幸太郎と話して生まれていた苛立ちと失望、そして未来へ抱いている不安――それらをすべて忘れ去ることができるほど、イリーナは気持ちよく笑ってしまった。
そんなイリーナを歴代教皇たちに祈りを捧げていたエレナとプリムは驚いて祈りを中断させ、退屈そうに欠伸をしていたアリシアは興味深そうにイリーナと幸太郎を見つめていた。
「バカを言うな。お主なんて頼れるわけがないだろう」
「ぐうの音が出ません」
笑いながらも厳しいイリーナの一言に何も反論ができずに笑うことしかできない幸太郎。
ひとしきり笑い終えたイリーナは、自分の中で長年沈殿していた澱んだものがすべてなくなったような気がしてしまい、すべてを放り出したい衝動に駆られたが――それを堪えた。

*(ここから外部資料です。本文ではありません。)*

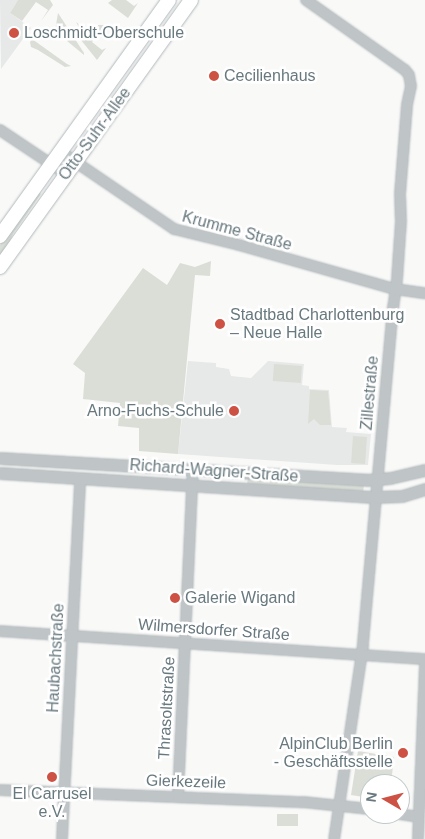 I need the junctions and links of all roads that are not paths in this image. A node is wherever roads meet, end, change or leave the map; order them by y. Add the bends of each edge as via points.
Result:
1 (169, 0) edge
2 (191, 0) edge
3 (306, 0) edge
4 (0, 130) edge
5 (61, 152) junction
6 (75, 161) junction
7 (53, 164) junction
8 (66, 174) junction
9 (0, 236) edge
10 (0, 267) edge
11 (395, 290) junction
12 (425, 293) edge
13 (0, 458) edge
14 (425, 470) edge
15 (193, 471) junction
16 (0, 473) edge
17 (80, 478) junction
18 (378, 480) junction
19 (192, 486) junction
20 (425, 488) edge
21 (376, 497) junction
22 (0, 631) edge
23 (72, 635) junction
24 (186, 644) junction
25 (362, 656) junction
26 (425, 659) edge
27 (425, 664) edge
28 (0, 790) edge
29 (64, 792) junction
30 (178, 796) junction
31 (340, 804) junction
32 (360, 807) edge
33 (410, 816) edge
34 (418, 817) junction
35 (62, 839) edge
36 (334, 839) edge
37 (418, 839) edge

1 - 5 main road, Otto-Suhr-Allee
2 - 6 main road, Otto-Suhr-Allee
3 - 11 street, Zillestraße via 409,76 411,86 400,194 402,221
4 - 7 street
5 - 6 street, Krumme Straße
5 - 7 main road, Otto-Suhr-Allee
6 - 8 main road, Otto-Suhr-Allee
6 - 11 street, Krumme Straße via 174,230 239,245
7 - 8 street
7 - 9 main road, Otto-Suhr-Allee
8 - 10 main road, Otto-Suhr-Allee
11 - 12 street, Krumme Straße
11 - 18 street, Zillestraße
13 - 15 street, Richard-Wagner-Straße
14 - 18 street, Richard-Wagner-Straße
15 - 18 street, Richard-Wagner-Straße
15 - 19 street, Thrasoltstraße
16 - 17 street, Richard-Wagner-Straße
17 - 19 street, Richard-Wagner-Straße
17 - 23 street, Haubachstraße
18 - 21 street, Zillestraße
19 - 21 street, Richard-Wagner-Straße
19 - 24 street, Thrasoltstraße
20 - 21 street, Richard-Wagner-Straße via 402,496
21 - 25 street, Zillestraße
22 - 23 street, Wilmersdorfer Straße
23 - 24 street, Wilmersdorfer Straße
23 - 29 street, Haubachstraße
24 - 25 street, Wilmersdorfer Straße
24 - 30 street, Thrasoltstraße
25 - 26 street, Wilmersdorfer Straße
25 - 31 street, Zillestraße
27 - 34 street
28 - 29 street, Gierkezeile
29 - 30 street, Gierkezeile
29 - 35 street, Haubachstraße
30 - 31 street, Gierkezeile
31 - 32 street, Gierkezeile
31 - 36 street, Zillestraße
33 - 34 street
34 - 37 street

「幸太郎……お前はワシの想像以上に変な奴で面白い奴じゃ」
「そうなんですか?」
「ああ、実に面白い――お前と話してよかったと思う」
「ありがとうございます?」
「だが、ワシの考えは変えるつもりはない。さあ、そろそろ次の場所へ向かおうかの」
自分に言い聞かせるように、自分の考えを変えるつもりはないとイリーナは宣言する。
もう少し幸太郎と話してみたかったが、これ以上話せばすべてを放り出して無駄にしてしまうかもしれなかったので、その前にイリーナは幸太郎から離れた。
幸太郎と話してみて、緊張感の欠片もない人物であるが、確固たる信念と独自の考え方を持ったエレナと似たような人物だとイリーナは判断した。
エレナのようなカリスマ性はまったく、それでもエレナに匹敵、もしくはそれ以上の器の広さを持ち、それ以上にどこか人を安心させて頼りたくなるような人柄だとイリーナは思った。
そして、エレナたちに気に入られる理由がわかったような気がした。
そんな人物と出会ってイリーナは楽しさと嬉しさ沸き立つが、表情は僅かに曇っていた。